The core misconception being corrected here
The misconception worth naming directly is treating “high-authority domain” and “high-priority page for crawling” as the same thing. They are related (a stronger domain generally does get more overall crawl attention than a weak one, all else equal) but they are not the same measurement. Crawl prioritization operates on individual URLs and URL patterns, weighing observed value, freshness, and duplication at that level, and a page can be starved for crawl attention specifically because of its own position and content characteristics even while sitting on a domain Google otherwise considers valuable and trustworthy. Assuming that overall domain strength should “protect” every page from crawl starvation misunderstands where in the system that strength is actually being evaluated.
Practical fixes
Flatten the architecture where possible so that deep category and product pages are reachable in fewer clicks from high-authority hub pages, rather than only through long pagination or facet chains. This directly counteracts equity dilution by shortening the distance PageRank has to travel and reducing the number of intermediate dilution points.
Strengthen internal linking directly to deep pages that matter, rather than relying solely on the default paginated or faceted path to reach them. Contextual links from relevant blog content, curated “featured subcategory” modules on higher-level pages, or breadcrumb and related-category linking that jumps more directly to deep, valuable pages can meaningfully change how much equity and attention those pages receive without a full architectural overhaul.
Audit faceted navigation and pagination for genuinely low-value, thin, or duplicate URL patterns and prune or consolidate them rather than leaving Google to crawl every combination. This can include canonicalizing near-duplicate facet combinations to a primary version, using robots.txt or parameter handling to prevent crawling of facet combinations that produce no meaningfully distinct content, and consolidating thin paginated series where feasible (for example, using a “view all” or higher-limit page where appropriate, or ensuring paginated pages carry genuinely distinct product sets rather than being an artifact of an unnecessarily low per-page item count).

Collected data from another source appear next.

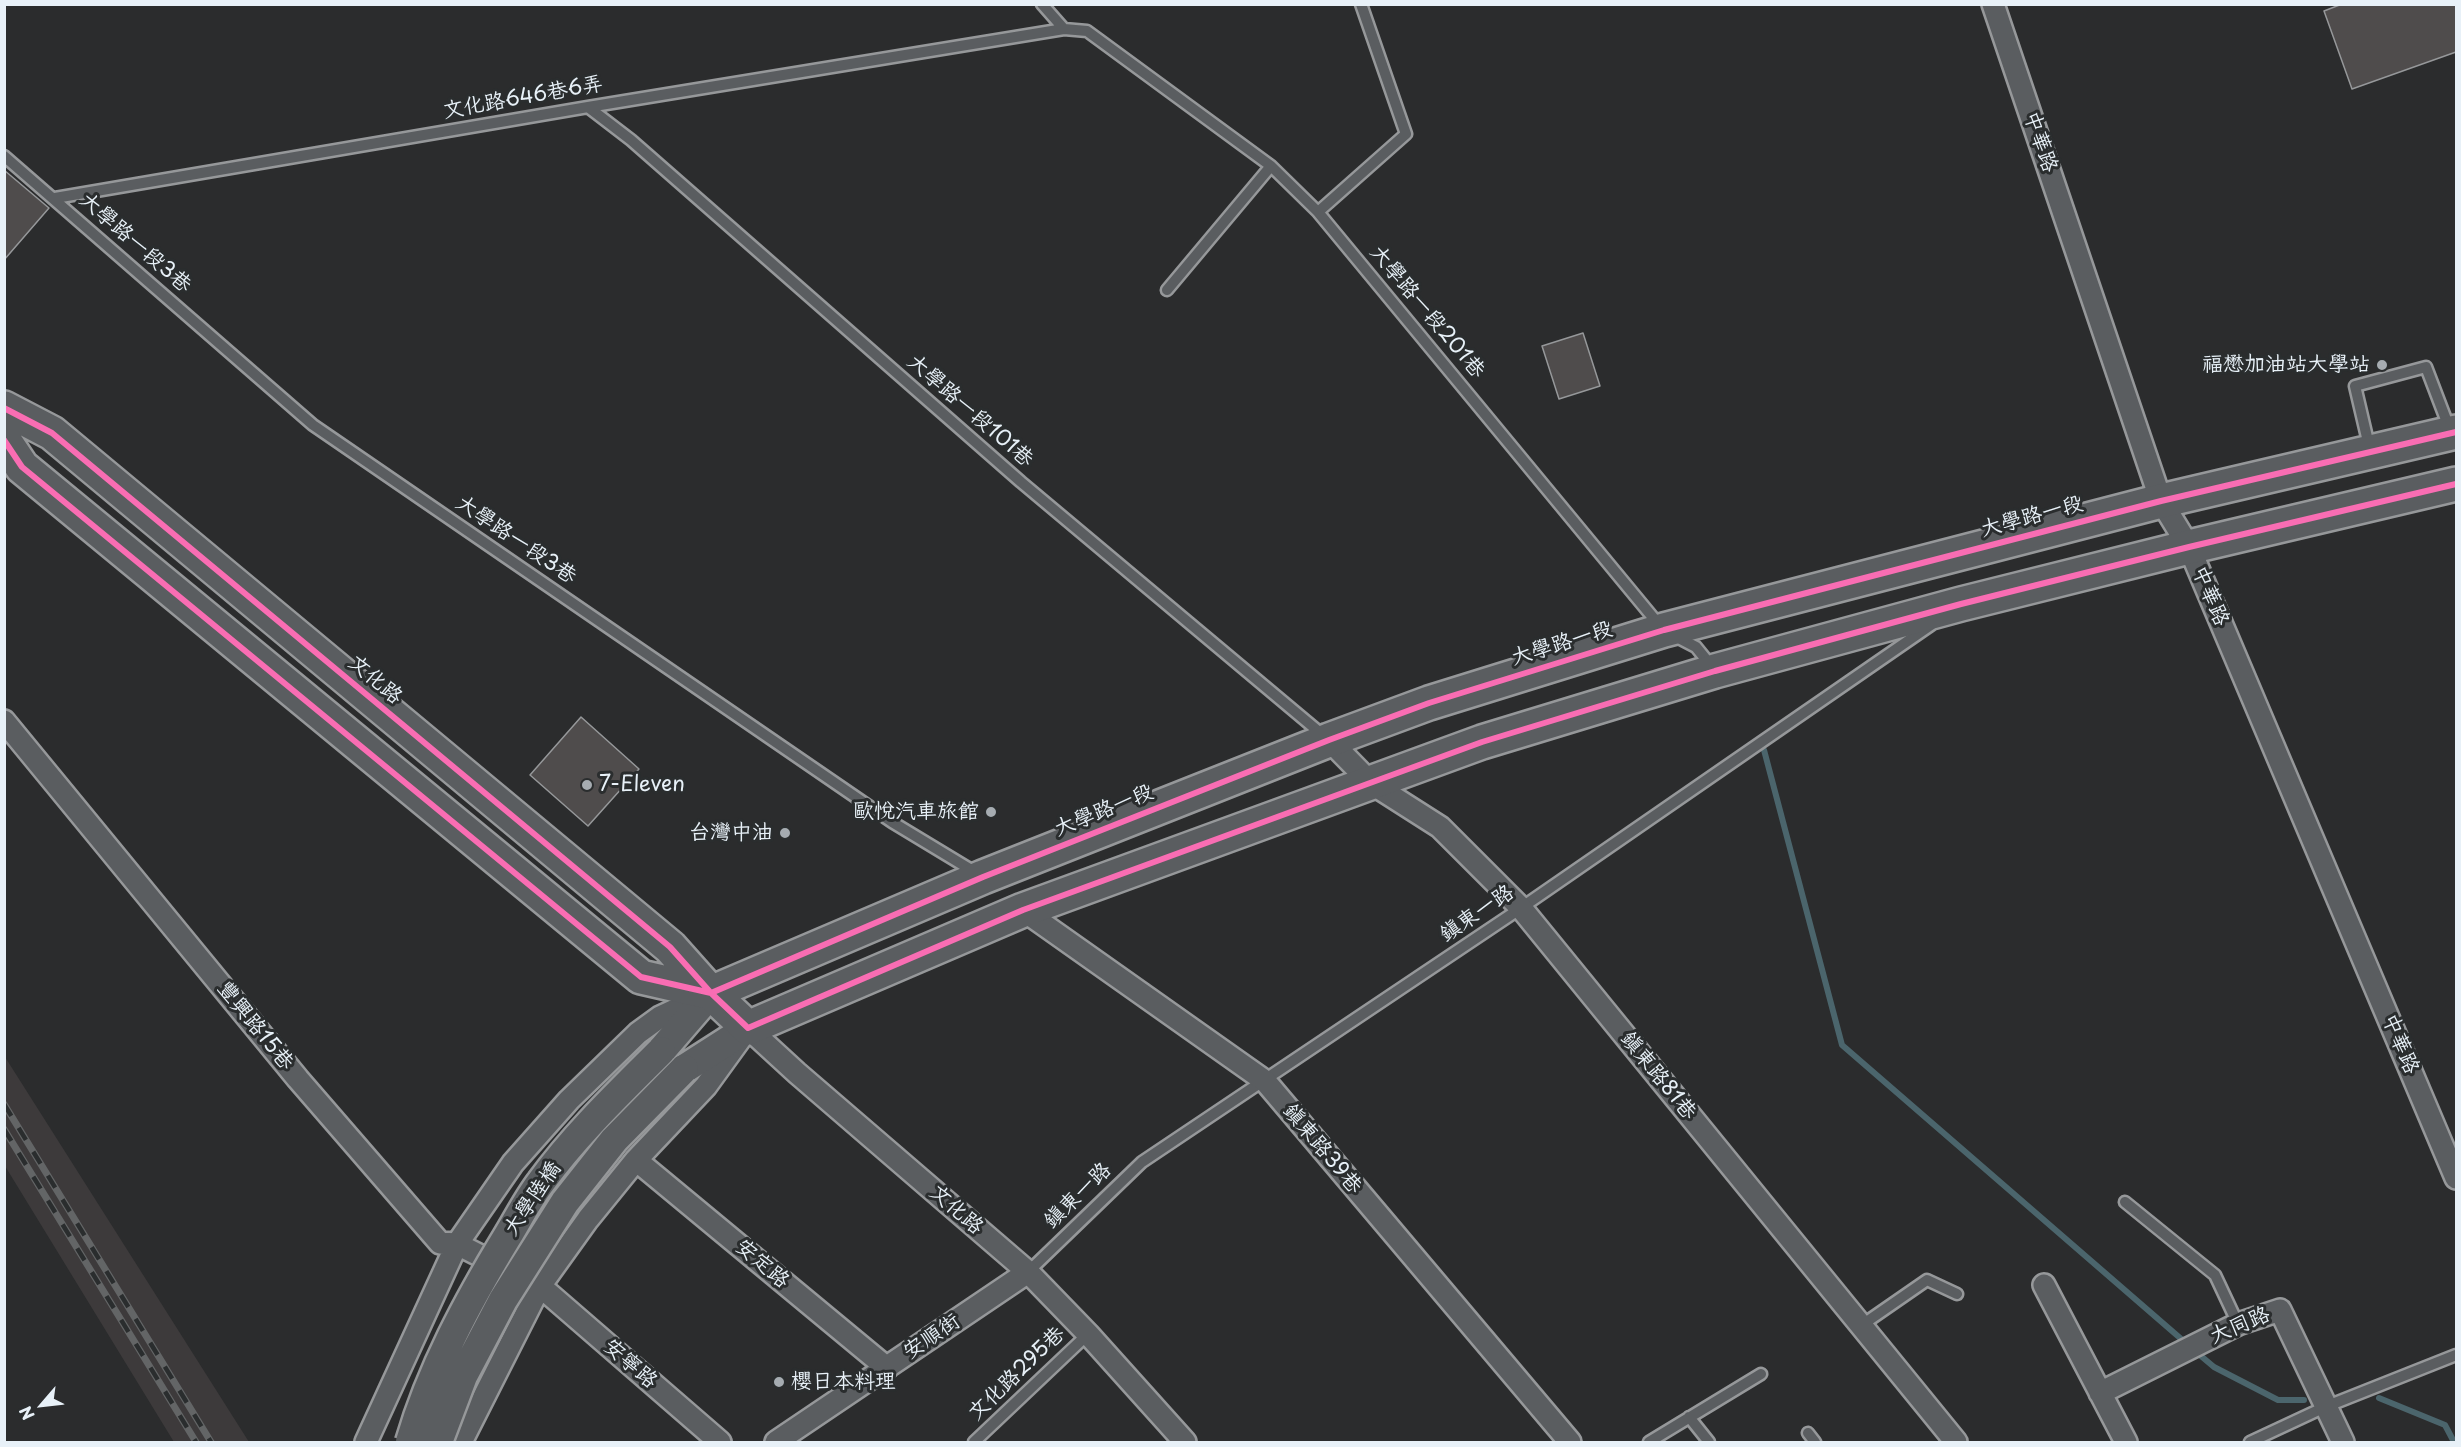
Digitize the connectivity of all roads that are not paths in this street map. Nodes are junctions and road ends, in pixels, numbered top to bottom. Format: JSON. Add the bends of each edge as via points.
{"nodes":[{"id":1,"x":1361,"y":4,"type":"edge"},
{"id":2,"x":1993,"y":4,"type":"edge"},
{"id":3,"x":1043,"y":5,"type":"edge"},
{"id":4,"x":1064,"y":29,"type":"junction"},
{"id":5,"x":588,"y":107,"type":"junction"},
{"id":6,"x":4,"y":156,"type":"edge"},
{"id":7,"x":1271,"y":165,"type":"junction"},
{"id":8,"x":55,"y":198,"type":"junction"},
{"id":9,"x":1318,"y":212,"type":"junction"},
{"id":10,"x":1167,"y":290,"type":"dead end"},
{"id":11,"x":4,"y":408,"type":"edge"},
{"id":12,"x":2454,"y":432,"type":"edge"},
{"id":13,"x":4,"y":440,"type":"edge"},
{"id":14,"x":2371,"y":452,"type":"junction"},
{"id":15,"x":2457,"y":484,"type":"edge"},
{"id":16,"x":2161,"y":501,"type":"junction"},
{"id":17,"x":2189,"y":547,"type":"junction"},
{"id":18,"x":1961,"y":604,"type":"junction"},
{"id":19,"x":1664,"y":630,"type":"junction"},
{"id":20,"x":1716,"y":671,"type":"junction"},
{"id":21,"x":4,"y":721,"type":"edge"},
{"id":22,"x":1329,"y":740,"type":"junction"},
{"id":23,"x":1371,"y":783,"type":"junction"},
{"id":24,"x":983,"y":877,"type":"junction"},
{"id":25,"x":1521,"y":908,"type":"junction"},
{"id":26,"x":1023,"y":910,"type":"junction"},
{"id":27,"x":711,"y":993,"type":"junction"},
{"id":28,"x":748,"y":1028,"type":"junction"},
{"id":29,"x":1265,"y":1081,"type":"junction"},
{"id":30,"x":636,"y":1160,"type":"junction"},
{"id":31,"x":2457,"y":1178,"type":"edge"},
{"id":32,"x":2125,"y":1202,"type":"dead end"},
{"id":33,"x":457,"y":1245,"type":"junction"},
{"id":34,"x":1028,"y":1272,"type":"junction"},
{"id":35,"x":2044,"y":1285,"type":"dead end"},
{"id":36,"x":540,"y":1286,"type":"junction"},
{"id":37,"x":1957,"y":1294,"type":"dead end"},
{"id":38,"x":2238,"y":1324,"type":"junction"},
{"id":39,"x":1862,"y":1325,"type":"junction"},
{"id":40,"x":1088,"y":1334,"type":"junction"},
{"id":41,"x":2457,"y":1355,"type":"edge"},
{"id":42,"x":887,"y":1368,"type":"junction"},
{"id":43,"x":1761,"y":1374,"type":"dead end"},
{"id":44,"x":2100,"y":1393,"type":"junction"},
{"id":45,"x":2325,"y":1407,"type":"junction"},
{"id":46,"x":1689,"y":1417,"type":"junction"},
{"id":47,"x":1808,"y":1433,"type":"dead end"},
{"id":48,"x":366,"y":1443,"type":"edge"},
{"id":49,"x":410,"y":1443,"type":"edge"},
{"id":50,"x":438,"y":1443,"type":"edge"},
{"id":51,"x":461,"y":1443,"type":"edge"},
{"id":52,"x":720,"y":1443,"type":"edge"},
{"id":53,"x":776,"y":1443,"type":"edge"},
{"id":54,"x":974,"y":1443,"type":"edge"},
{"id":55,"x":1185,"y":1443,"type":"edge"},
{"id":56,"x":1570,"y":1443,"type":"edge"},
{"id":57,"x":1649,"y":1443,"type":"edge"},
{"id":58,"x":1709,"y":1443,"type":"edge"},
{"id":59,"x":1815,"y":1443,"type":"edge"},
{"id":60,"x":1956,"y":1443,"type":"edge"},
{"id":61,"x":2126,"y":1443,"type":"edge"},
{"id":62,"x":2250,"y":1443,"type":"edge"},
{"id":63,"x":2343,"y":1443,"type":"edge"}],
"edges":[{"from":1,"to":9,"type":"lane","via":[[1406,134]]},
{"from":2,"to":16,"type":"street","name":"中華路"},
{"from":3,"to":4,"type":"lane"},
{"from":4,"to":5,"type":"lane","name":"文化路646巷6弄"},
{"from":4,"to":7,"type":"lane","name":"大學路一段201巷","via":[[1087,31]]},
{"from":5,"to":8,"type":"lane","name":"文化路646巷6弄"},
{"from":5,"to":22,"type":"lane","name":"大學路一段101巷","via":[[1021,482]]},
{"from":6,"to":8,"type":"lane"},
{"from":7,"to":9,"type":"lane","name":"大學路一段201巷"},
{"from":7,"to":10,"type":"lane"},
{"from":8,"to":24,"type":"lane","name":"大學路一段3巷","via":[[313,425],[892,822]]},
{"from":9,"to":19,"type":"lane","name":"大學路一段201巷"},
{"from":11,"to":27,"type":"main road","name":"文化路","via":[[52,434],[670,947]]},
{"from":12,"to":14,"type":"main road","name":"大學路一段"},
{"from":12,"to":14,"type":"lane","via":[[2426,366],[2355,386]]},
{"from":13,"to":27,"type":"main road","via":[[22,467],[641,977]]},
{"from":14,"to":16,"type":"main road","name":"大學路一段"},
{"from":15,"to":17,"type":"main road"},
{"from":16,"to":17,"type":"street","name":"中華路"},
{"from":16,"to":19,"type":"main road","name":"大學路一段"},
{"from":17,"to":18,"type":"main road"},
{"from":17,"to":31,"type":"street","name":"中華路"},
{"from":18,"to":20,"type":"main road"},
{"from":18,"to":25,"type":"lane","name":"鎮東一路"},
{"from":19,"to":20,"type":"lane","name":"大學路一段201巷","via":[[1696,647]]},
{"from":19,"to":22,"type":"main road","name":"大學路一段","via":[[1429,703]]},
{"from":20,"to":23,"type":"main road","via":[[1482,742]]},
{"from":21,"to":33,"type":"street","name":"豐興路15巷","via":[[410,1209],[440,1243]]},
{"from":22,"to":23,"type":"street","name":"鎮東路81巷"},
{"from":22,"to":24,"type":"main road","name":"大學路一段"},
{"from":23,"to":25,"type":"street","name":"鎮東路81巷","via":[[1440,827]]},
{"from":23,"to":26,"type":"main road"},
{"from":24,"to":27,"type":"main road","name":"大學路一段"},
{"from":25,"to":29,"type":"lane","name":"鎮東一路"},
{"from":25,"to":39,"type":"street","name":"鎮東路81巷"},
{"from":26,"to":28,"type":"main road"},
{"from":26,"to":29,"type":"street","name":"鎮東路39巷"},
{"from":27,"to":28,"type":"main road","name":"文化路"},
{"from":27,"to":33,"type":"street","via":[[660,1017],[638,1033],[569,1100],[513,1163]]},
{"from":27,"to":49,"type":"street","name":"大學陸橋","bridge":true,"via":[[661,1051],[591,1120],[540,1183],[448,1345]]},
{"from":28,"to":30,"type":"street","via":[[706,1086]]},
{"from":28,"to":34,"type":"street","name":"文化路"},
{"from":28,"to":50,"type":"street","name":"大學陸橋","bridge":true,"via":[[684,1069],[614,1140],[566,1202],[503,1300],[463,1376]]},
{"from":29,"to":34,"type":"lane","name":"鎮東一路","via":[[1142,1162]]},
{"from":29,"to":56,"type":"street","name":"鎮東路39巷"},
{"from":30,"to":36,"type":"street"},
{"from":30,"to":42,"type":"street","name":"安定路"},
{"from":32,"to":38,"type":"lane","via":[[2215,1275]]},
{"from":33,"to":36,"type":"street","name":"豐興路15巷"},
{"from":33,"to":48,"type":"street"},
{"from":34,"to":40,"type":"street","name":"文化路"},
{"from":34,"to":42,"type":"street","name":"安順街"},
{"from":35,"to":44,"type":"street"},
{"from":36,"to":51,"type":"street"},
{"from":36,"to":52,"type":"street","name":"安寧路"},
{"from":37,"to":39,"type":"lane","via":[[1927,1280]]},
{"from":38,"to":44,"type":"street","name":"大同路"},
{"from":38,"to":45,"type":"street","name":"大同路","via":[[2280,1310]]},
{"from":39,"to":60,"type":"street","name":"鎮東路81巷"},
{"from":40,"to":54,"type":"lane","name":"文化路295巷"},
{"from":40,"to":55,"type":"street","name":"文化路"},
{"from":41,"to":45,"type":"lane"},
{"from":42,"to":53,"type":"street","name":"安順街"},
{"from":43,"to":46,"type":"lane"},
{"from":44,"to":61,"type":"street"},
{"from":45,"to":62,"type":"lane"},
{"from":45,"to":63,"type":"street","name":"大同路"},
{"from":46,"to":57,"type":"lane"},
{"from":46,"to":58,"type":"lane"},
{"from":47,"to":59,"type":"lane"}]}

Monitor Crawl Stats in Search Console broken down where possible by URL pattern or directory, and cross-reference with log file analysis to see which specific deep URL patterns are being crawled rarely or not at all, rather than assuming the domain’s overall crawl stats reflect even coverage across the site. This lets a team target fixes at the actual starved patterns instead of applying broad changes that don’t address the specific dilution or duplication problem causing the starvation.